*** Input data ***

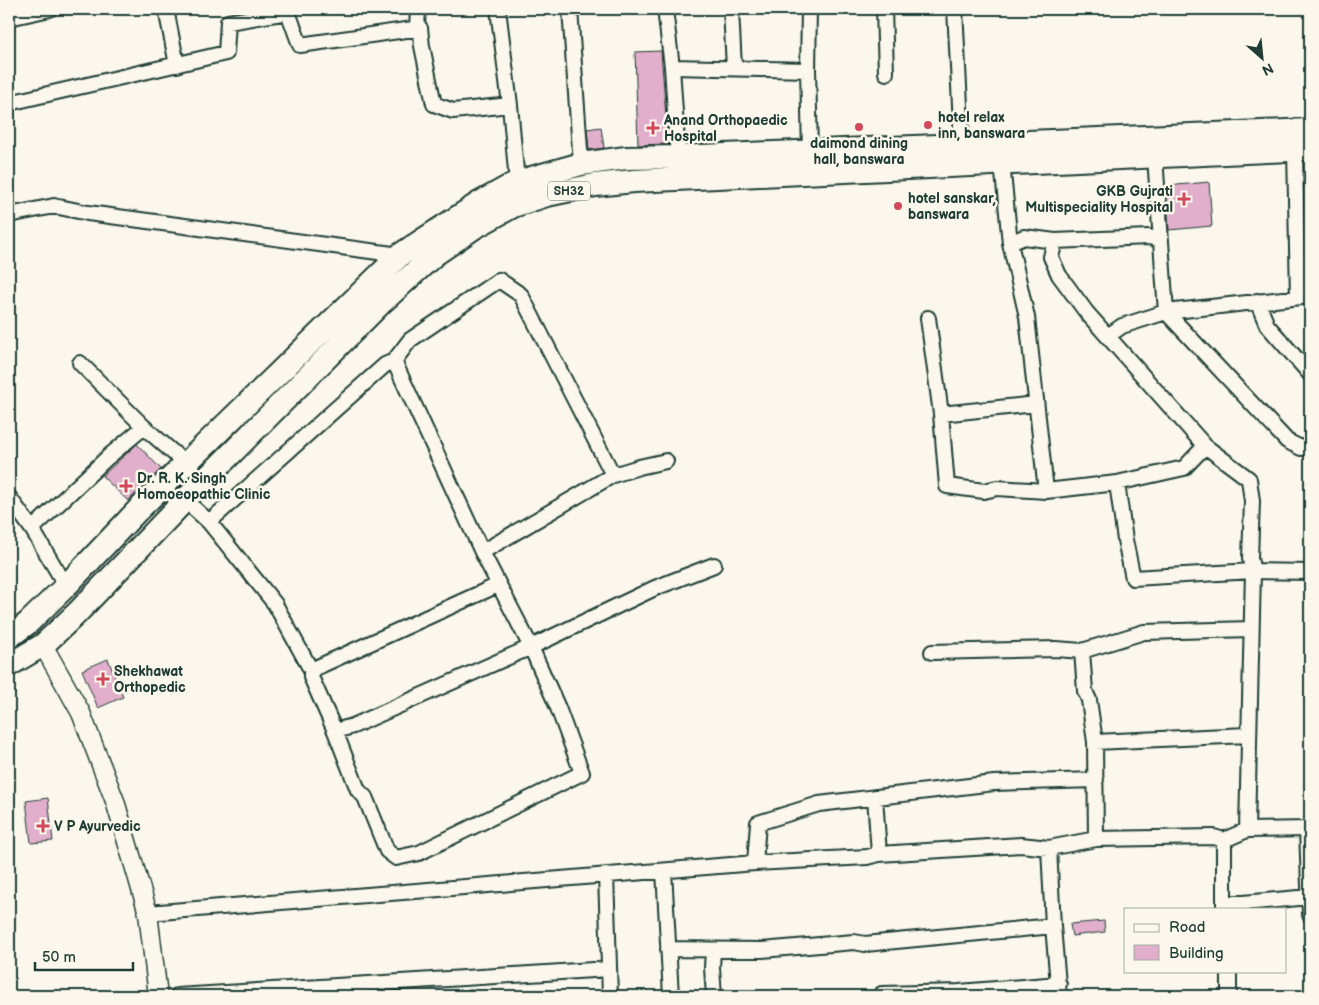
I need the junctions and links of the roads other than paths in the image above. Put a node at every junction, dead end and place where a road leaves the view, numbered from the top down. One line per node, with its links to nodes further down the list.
1 (50, 9): 11 (street)
2 (166, 9): 13 (street)
3 (418, 9): 12 (street)
4 (498, 9): 19 (street)
5 (570, 9): 27 (street)
6 (665, 9): 14 (street)
7 (731, 9): 15 (street)
8 (809, 9): 16 (street)
9 (885, 9): 17 (street)
10 (955, 9): 21 (street)
11 (9, 18)
12 (418, 28): 13 (street); 19 (street)
13 (177, 64): 18 (street)
14 (672, 67): 15 (street); 24 (street)
15 (734, 68): 16 (street)
16 (808, 70): 23 (street)
17 (886, 73)
18 (9, 103)
19 (510, 105): 28 (street)
20 (1310, 130): 21 (main road, SH32)
21 (962, 144): 23 (main road, SH32)
22 (1303, 150): 25 (main road, SH32); 34 (street)
23 (810, 151): 24 (main road, SH32)
24 (678, 157): 27 (main road, SH32)
25 (1155, 157): 26 (main road, SH32); 30 (street)
26 (1002, 163): 32 (street); 53 (main road, SH32)
27 (581, 164): 28 (main road, SH32)
28 (517, 182): 33 (main road, SH32)
29 (9, 215): 33 (street)
30 (1161, 240): 31 (street); 36 (street)
31 (1055, 241): 32 (street); 38 (street)
32 (1010, 242): 42 (street)
33 (400, 255): 48 (main road, SH32)
34 (1304, 296): 35 (street)
35 (1257, 301): 36 (street); 41 (street)
36 (1166, 312): 38 (street); 46 (street)
37 (928, 318): 43 (street)
38 (1108, 336): 45 (street)
39 (394, 361): 49 (street); 54 (street); 56 (street)
40 (80, 363): 44 (street)
41 (1310, 374)
42 (1036, 404): 43 (street); 51 (street)
43 (941, 414): 51 (street)
44 (144, 427): 48 (street); 55 (street)
45 (1205, 446): 50 (street); 58 (street)
46 (1310, 446)
47 (666, 460): 49 (street)
48 (185, 463): 60 (main road, SH32)
49 (614, 475): 56 (street)
50 (1117, 483): 51 (street); 58 (street)
51 (1046, 492)
52 (9, 497): 55 (street)
53 (185, 500): 54 (street); 64 (main road, SH32)
54 (209, 522): 69 (street)
55 (32, 529): 60 (street)
56 (482, 552): 61 (street)
57 (714, 565): 65 (street)
58 (1253, 571): 59 (street); 62 (street)
59 (1310, 572)
60 (66, 586): 63 (main road, SH32)
61 (498, 586): 65 (street); 69 (street)
62 (1252, 629): 66 (street); 71 (street)
63 (9, 637)
64 (43, 645): 68 (main road, SH32); 86 (street)
65 (531, 647): 70 (street); 70 (street)
66 (1082, 651): 67 (street); 72 (street)
67 (932, 652)
68 (9, 665)
69 (311, 670): 70 (street)
70 (335, 731)
71 (1248, 735): 72 (street); 76 (street)
72 (1095, 742): 73 (street)
73 (1096, 780): 74 (street); 77 (street)
74 (875, 797): 80 (street); 81 (street)
75 (1309, 829): 76 (street); 84 (street)
76 (1247, 830): 78 (street)
77 (1096, 839): 78 (street); 79 (street)
78 (1224, 840): 85 (street)
79 (1049, 848): 80 (street); 88 (street)
80 (879, 854): 81 (street)
81 (755, 863): 82 (street)
82 (664, 871): 83 (street); 89 (street)
83 (606, 875): 86 (street); 91 (street)
84 (1310, 897): 85 (street); 87 (street)
85 (1224, 906)
86 (148, 912): 96 (street)
87 (1310, 915)
88 (1053, 926): 90 (street); 93 (street)
89 (668, 949): 90 (street); 99 (street)
90 (713, 950): 100 (street)
91 (609, 969): 97 (street); 98 (street)
92 (1229, 972): 102 (street)
93 (1059, 990): 95 (street)
94 (912, 994): 95 (street); 101 (street)
95 (959, 994)
96 (158, 996)
97 (178, 996)
98 (610, 996)
99 (670, 996)
100 (714, 996)
101 (881, 996)
102 (1229, 996)

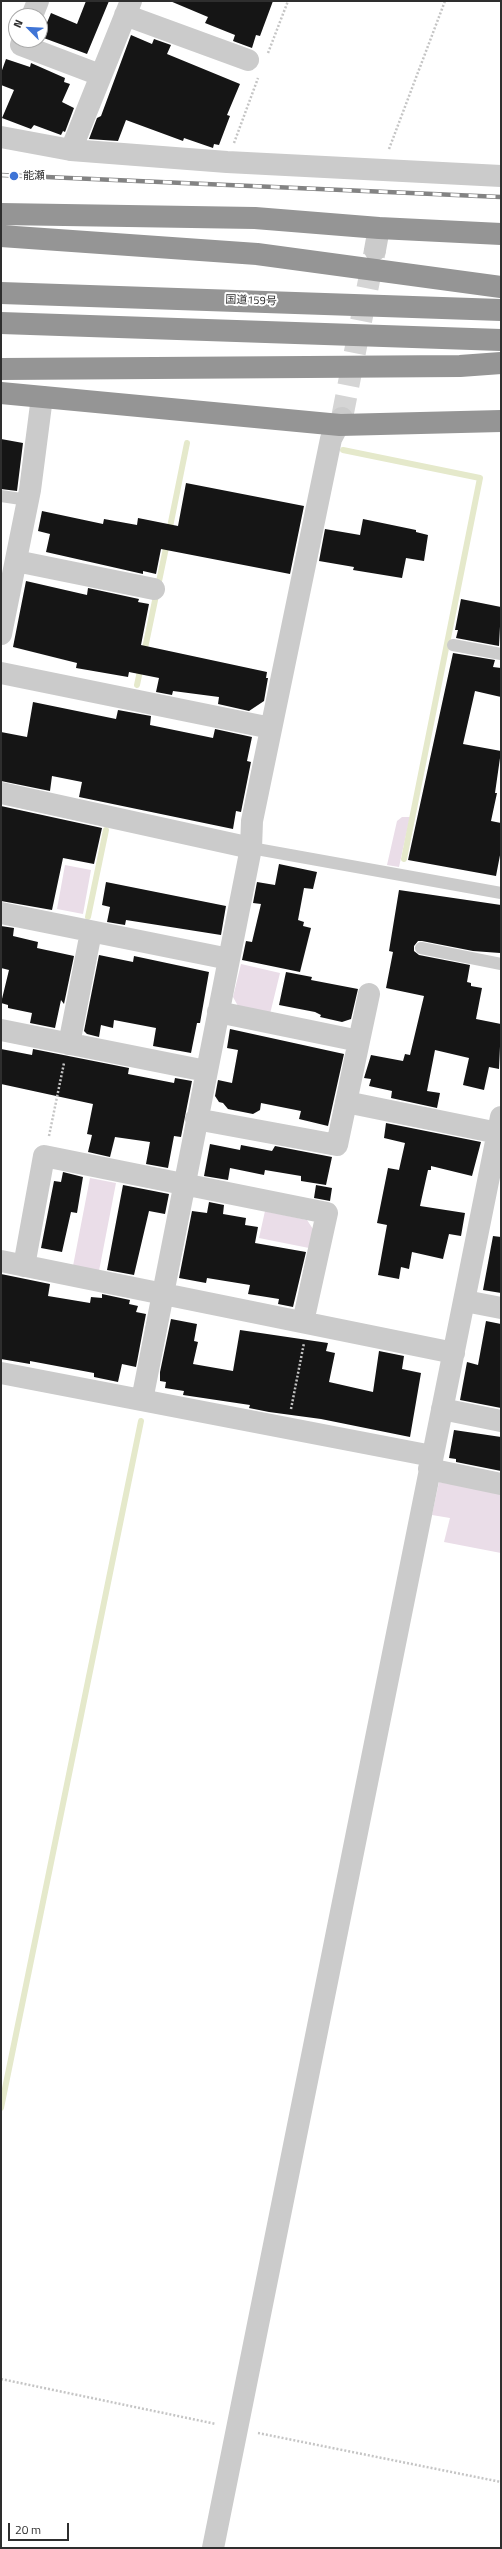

*** End of Input data ***

Write out the records above in full and exactly, with no pictures.

__Your solution__.
I need the junctions and links of the roads other than paths in the image above. Put a node at every junction, dead end and place where a road leaves the view, numbered from the top down. One line per node, with its links to nodes further down the list.
1 (50, 9): 11 (street)
2 (166, 9): 13 (street)
3 (418, 9): 12 (street)
4 (498, 9): 19 (street)
5 (570, 9): 27 (street)
6 (665, 9): 14 (street)
7 (731, 9): 15 (street)
8 (809, 9): 16 (street)
9 (885, 9): 17 (street)
10 (955, 9): 21 (street)
11 (9, 18)
12 (418, 28): 13 (street); 19 (street)
13 (177, 64): 18 (street)
14 (672, 67): 15 (street); 24 (street)
15 (734, 68): 16 (street)
16 (808, 70): 23 (street)
17 (886, 73)
18 (9, 103)
19 (510, 105): 28 (street)
20 (1310, 130): 21 (main road, SH32)
21 (962, 144): 23 (main road, SH32)
22 (1303, 150): 25 (main road, SH32); 34 (street)
23 (810, 151): 24 (main road, SH32)
24 (678, 157): 27 (main road, SH32)
25 (1155, 157): 26 (main road, SH32); 30 (street)
26 (1002, 163): 32 (street); 53 (main road, SH32)
27 (581, 164): 28 (main road, SH32)
28 (517, 182): 33 (main road, SH32)
29 (9, 215): 33 (street)
30 (1161, 240): 31 (street); 36 (street)
31 (1055, 241): 32 (street); 38 (street)
32 (1010, 242): 42 (street)
33 (400, 255): 48 (main road, SH32)
34 (1304, 296): 35 (street)
35 (1257, 301): 36 (street); 41 (street)
36 (1166, 312): 38 (street); 46 (street)
37 (928, 318): 43 (street)
38 (1108, 336): 45 (street)
39 (394, 361): 49 (street); 54 (street); 56 (street)
40 (80, 363): 44 (street)
41 (1310, 374)
42 (1036, 404): 43 (street); 51 (street)
43 (941, 414): 51 (street)
44 (144, 427): 48 (street); 55 (street)
45 (1205, 446): 50 (street); 58 (street)
46 (1310, 446)
47 (666, 460): 49 (street)
48 (185, 463): 60 (main road, SH32)
49 (614, 475): 56 (street)
50 (1117, 483): 51 (street); 58 (street)
51 (1046, 492)
52 (9, 497): 55 (street)
53 (185, 500): 54 (street); 64 (main road, SH32)
54 (209, 522): 69 (street)
55 (32, 529): 60 (street)
56 (482, 552): 61 (street)
57 (714, 565): 65 (street)
58 (1253, 571): 59 (street); 62 (street)
59 (1310, 572)
60 (66, 586): 63 (main road, SH32)
61 (498, 586): 65 (street); 69 (street)
62 (1252, 629): 66 (street); 71 (street)
63 (9, 637)
64 (43, 645): 68 (main road, SH32); 86 (street)
65 (531, 647): 70 (street); 70 (street)
66 (1082, 651): 67 (street); 72 (street)
67 (932, 652)
68 (9, 665)
69 (311, 670): 70 (street)
70 (335, 731)
71 (1248, 735): 72 (street); 76 (street)
72 (1095, 742): 73 (street)
73 (1096, 780): 74 (street); 77 (street)
74 (875, 797): 80 (street); 81 (street)
75 (1309, 829): 76 (street); 84 (street)
76 (1247, 830): 78 (street)
77 (1096, 839): 78 (street); 79 (street)
78 (1224, 840): 85 (street)
79 (1049, 848): 80 (street); 88 (street)
80 (879, 854): 81 (street)
81 (755, 863): 82 (street)
82 (664, 871): 83 (street); 89 (street)
83 (606, 875): 86 (street); 91 (street)
84 (1310, 897): 85 (street); 87 (street)
85 (1224, 906)
86 (148, 912): 96 (street)
87 (1310, 915)
88 (1053, 926): 90 (street); 93 (street)
89 (668, 949): 90 (street); 99 (street)
90 (713, 950): 100 (street)
91 (609, 969): 97 (street); 98 (street)
92 (1229, 972): 102 (street)
93 (1059, 990): 95 (street)
94 (912, 994): 95 (street); 101 (street)
95 (959, 994)
96 (158, 996)
97 (178, 996)
98 (610, 996)
99 (670, 996)
100 (714, 996)
101 (881, 996)
102 (1229, 996)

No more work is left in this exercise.